We’re also editing, reducing, and relocating a large amount of content. We’re retitling the ‘Working in the public service’ section to ‘Employment, policy, career and wellbeing’. We’ve reviewed and refocussed the content in this section to help you understand what’s expected of you, your entitlements, and the support available to help you develop your career and take care of your wellbeing.

We’ve moved the rest of the Public Service Commission’s (PSC)’s content that used to live under ‘Working in the public service’ to the ‘Human Resources’ section. We’ve reviewed and refocussed this content to help managers and Human resource (HR) specialists support their teams and agencies. This allows us to blend it with Queensland Shared Services’ (QSS)’s HR operational content.

Screenshot new for government layout

When are we making these changes?

Thursday, 10 February 2022.

Why are we making these changes?

In 2021, we completed a research piece with the PSC, our largest publisher on For government, to evaluate and address some known issues. We’d noticed an increase in PSC content (489 pages up from 243 pages), information about similar topics spreading across different sections of the IA, and a disconnect between PSC’s help content and QSS’s operational content (our second largest publisher).

What research did we complete?

We completed an initial baseline usability test of the existing IA. We asked participants to complete 10 tasks that required them to navigate to pages in the IA. 81 participants completed the test with an overall success rate of 45%.

We conducted a workshop with the PSC’s Communications and Engagement team to review the results and discuss ways to improve the content. We completed more testing, asking participants to complete an open card sorting exercise.

The open card sorting exercise helped us understand the PSC’s audience and how they categorise content. We worked with the Communication and Engagement team to develop a new IA based on this research. We then tested it.
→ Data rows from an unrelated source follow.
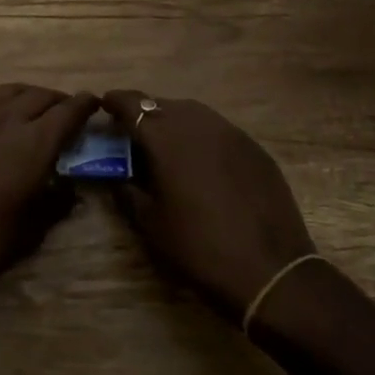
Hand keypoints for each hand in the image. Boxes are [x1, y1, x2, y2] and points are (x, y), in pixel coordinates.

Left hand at [0, 84, 97, 313]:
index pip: (69, 111)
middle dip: (59, 100)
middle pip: (41, 95)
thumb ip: (57, 202)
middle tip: (67, 112)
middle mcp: (7, 119)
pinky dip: (0, 101)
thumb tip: (70, 187)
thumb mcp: (33, 230)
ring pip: (11, 91)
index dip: (84, 105)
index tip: (94, 104)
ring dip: (30, 96)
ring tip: (35, 109)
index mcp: (35, 144)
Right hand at [102, 90, 315, 322]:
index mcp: (165, 137)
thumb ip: (127, 191)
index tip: (103, 106)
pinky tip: (202, 163)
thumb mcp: (151, 224)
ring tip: (165, 146)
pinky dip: (201, 137)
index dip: (114, 102)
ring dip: (173, 122)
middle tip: (132, 134)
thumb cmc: (199, 248)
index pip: (133, 104)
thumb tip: (116, 175)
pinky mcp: (254, 147)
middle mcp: (197, 123)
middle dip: (144, 113)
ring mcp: (230, 132)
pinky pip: (218, 130)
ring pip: (192, 113)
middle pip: (162, 104)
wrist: (272, 271)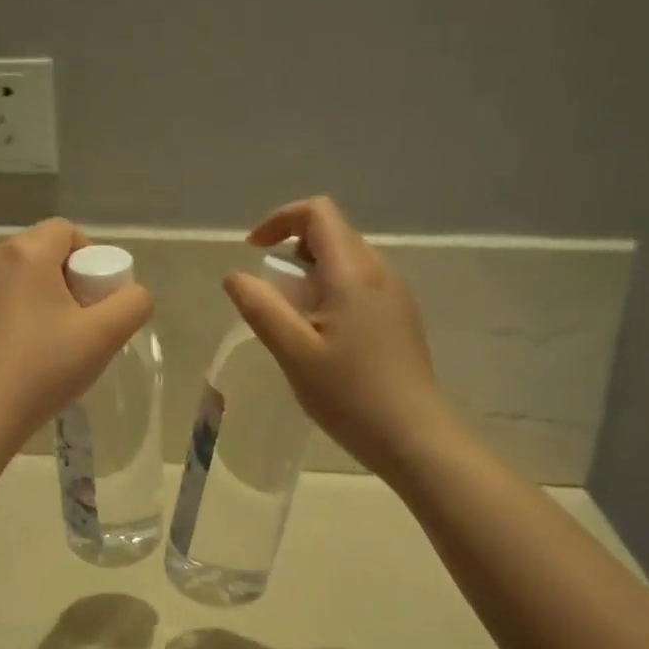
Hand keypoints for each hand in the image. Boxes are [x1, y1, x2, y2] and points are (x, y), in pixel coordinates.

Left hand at [0, 219, 153, 437]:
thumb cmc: (43, 368)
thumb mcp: (104, 336)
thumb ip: (133, 305)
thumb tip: (133, 295)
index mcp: (25, 253)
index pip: (67, 231)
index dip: (92, 259)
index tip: (98, 300)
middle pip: (42, 254)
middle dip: (68, 281)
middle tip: (81, 325)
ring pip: (19, 280)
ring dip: (41, 300)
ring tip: (52, 344)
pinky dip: (15, 318)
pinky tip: (22, 356)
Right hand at [224, 197, 453, 477]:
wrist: (413, 436)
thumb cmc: (349, 395)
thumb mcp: (294, 353)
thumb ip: (261, 308)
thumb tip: (235, 275)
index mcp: (353, 273)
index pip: (318, 213)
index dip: (280, 220)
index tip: (253, 251)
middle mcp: (380, 272)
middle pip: (334, 234)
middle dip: (294, 250)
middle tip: (272, 295)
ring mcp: (396, 295)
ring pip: (348, 261)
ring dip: (313, 274)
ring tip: (295, 321)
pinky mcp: (402, 318)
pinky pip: (363, 286)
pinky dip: (334, 292)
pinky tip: (326, 338)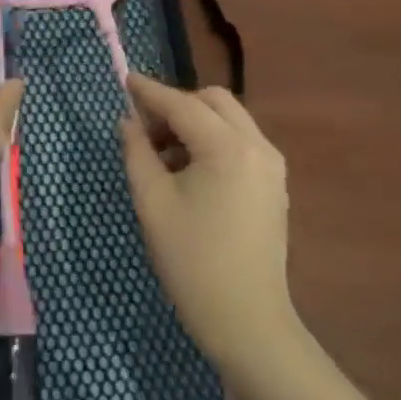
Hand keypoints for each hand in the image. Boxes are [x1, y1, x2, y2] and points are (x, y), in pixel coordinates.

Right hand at [120, 75, 298, 375]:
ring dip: (196, 124)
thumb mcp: (153, 203)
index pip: (183, 104)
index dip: (150, 92)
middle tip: (145, 130)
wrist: (246, 319)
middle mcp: (258, 146)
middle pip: (215, 101)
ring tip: (163, 156)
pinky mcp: (275, 185)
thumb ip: (137, 152)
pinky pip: (241, 144)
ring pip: (230, 121)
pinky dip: (213, 143)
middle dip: (177, 105)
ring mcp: (272, 166)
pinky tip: (190, 173)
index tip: (125, 80)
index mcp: (228, 147)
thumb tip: (129, 122)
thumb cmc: (192, 261)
We observed 10 participants who completed the same 10 tasks as our baseline test and an additional 5 tasks to help us validate some of our decisions. Participants achieved a 51% success rate for the same 10 tasks. Our observations gave us good insight into what we’d got right and what we hadn’t. We made further refinements and tested again.

Our second round of testing achieved a 64.5% success rate. More importantly, we observed that participants completed each task 23% faster than the initial baseline test and found the task 28% easier (less mistakes made getting to the right page).

Read our PSC IA project report for more about our approach and analysis.

What did the research tell us?

Our research helped us understand that users expected some of PSC’s content to live under ‘Human Resources’ in the IA. It also told us that the PSC’s content was hard to navigate due to its:

  • volume
  • repeated information
  • similar page titles
  • unfocused messaging.

This gave us a mandate not only to create a leaner IA, but also to consolidate and revise the content we’re keeping. Over the last 5 months, we’ve consolidated, revised and reworked the PSC content that we’re keeping on For government. We’ve re-written it using web-writing best practice, ensuring a clear purpose for each page with a strong customer-focus. We’ve also worked with the PSC’s Communication and Engagement team to improve the PSC’s web-writing capabilities. Frequent web writers and business unit representatives have completed specialist web-writing training to support the content review and ensure better, customer-focussed content for the future.

What’s next

We’ll continue to make adjustments to the For government structure to enhance your user experience. If you have any suggestions, email us at qsscxdesign@chde.qld.gov.au. Thank you to all the participants that provided feedback on the existing and new IA during the customer research phase of this project. And thank you to the PSC for your willingness and eagerness to improve the content you publish for the Queensland Government.